Like most PR types, his personality was genial and attractive, but today his tie looked like it had never been decently knotted and his short brown razor-cut showed the rumpling of harried fingers. He gestured at the green squiggles on his personal-computer screen.
“Trying to outline a new strategy: Life After Death, so to speak. Here’s the week’s schedule.”
Temple took it, glad to have hard data in hand. “So Monday’s killing occurred well before the weekend competition?”
“Monday was the first day we had acts scheduled to come in, to start rehearsing and cueing the tech staff. We were starting to line up media exposure, too, ahead of time. Only we got more than we wanted.”
“But the choreographed PR isn’t needed until the weekend—Friday through Sunday?”
“Right. And we attracted a lot of early interest before Crawford Buchanan even got the job.”
“I can imagine,” Temple murmured, paging through eight-by-ten black-and-whites—a stunning array of the bare and the beautiful of both sexes. “Quite a variety of acts here.”
“This began as a female-only stripper’s get-together and contest, but times have changed.
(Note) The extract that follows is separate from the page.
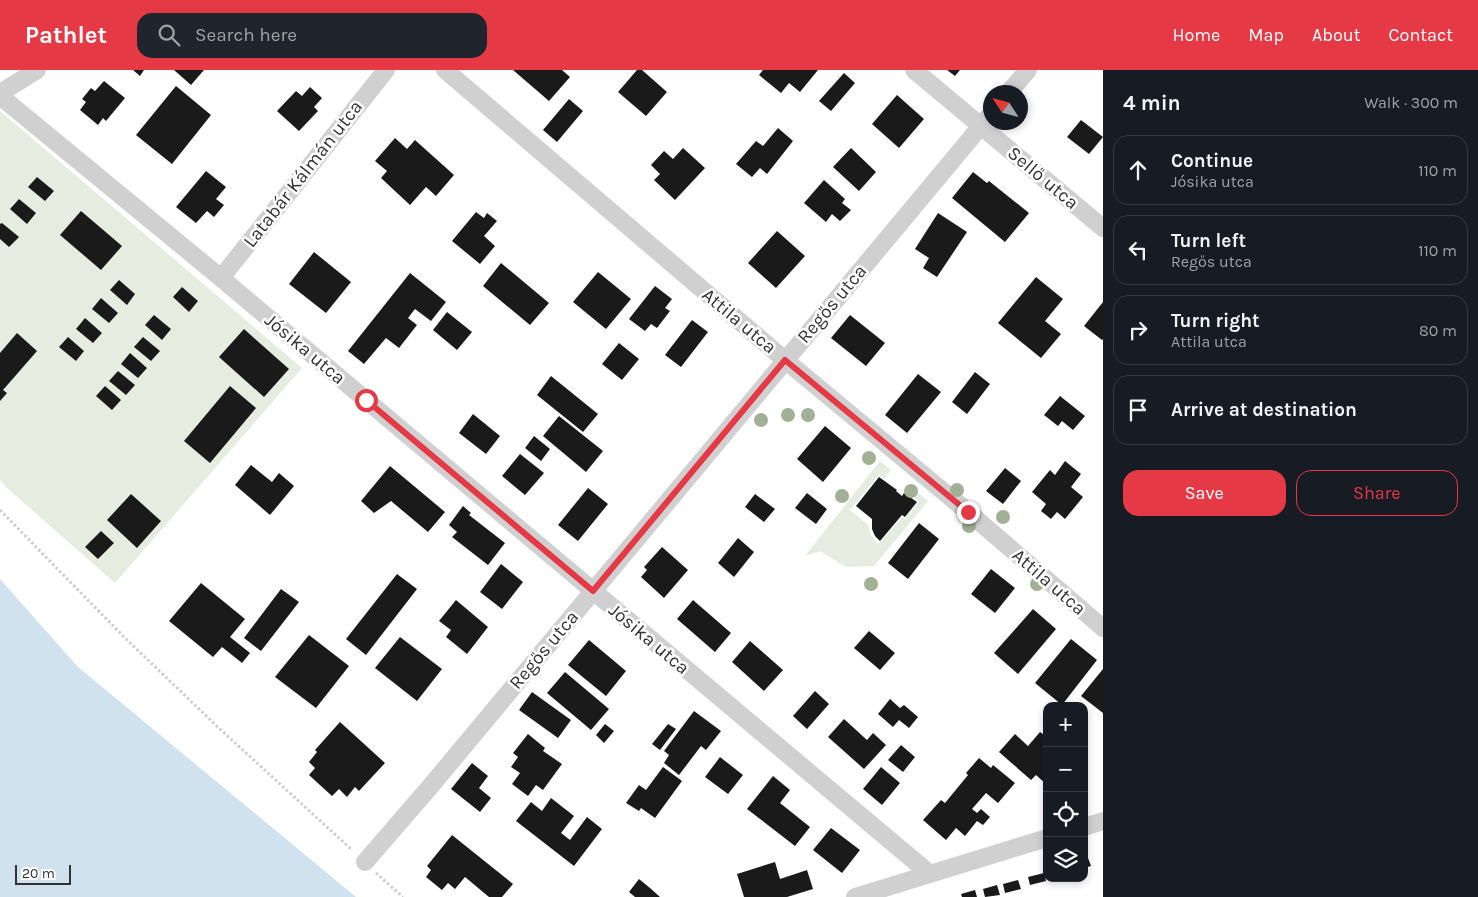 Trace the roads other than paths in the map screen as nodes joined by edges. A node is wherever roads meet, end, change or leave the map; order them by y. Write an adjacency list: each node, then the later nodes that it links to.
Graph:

Now we have a modest men’s competition and some novelty categories, including Loving Couples, a thing named Over-Sexty, as we call it, even Bods of a Feather, to cover animal acts.”
Temple studied a photograph of an excessively long snake enhancing the anatomically impossible position of a female stripper. “Does the SPCA sanction that?”
Brad smiled as she flashed the photo, looking relaxed for the first time. “No problem. Our only protesters are the usual Holy Rollers and feminists. We welcome them. You know how calling something sin gets the press out in droves.”
“Indeedy. God's gift to the struggling PR person. What about the murder, Brad?”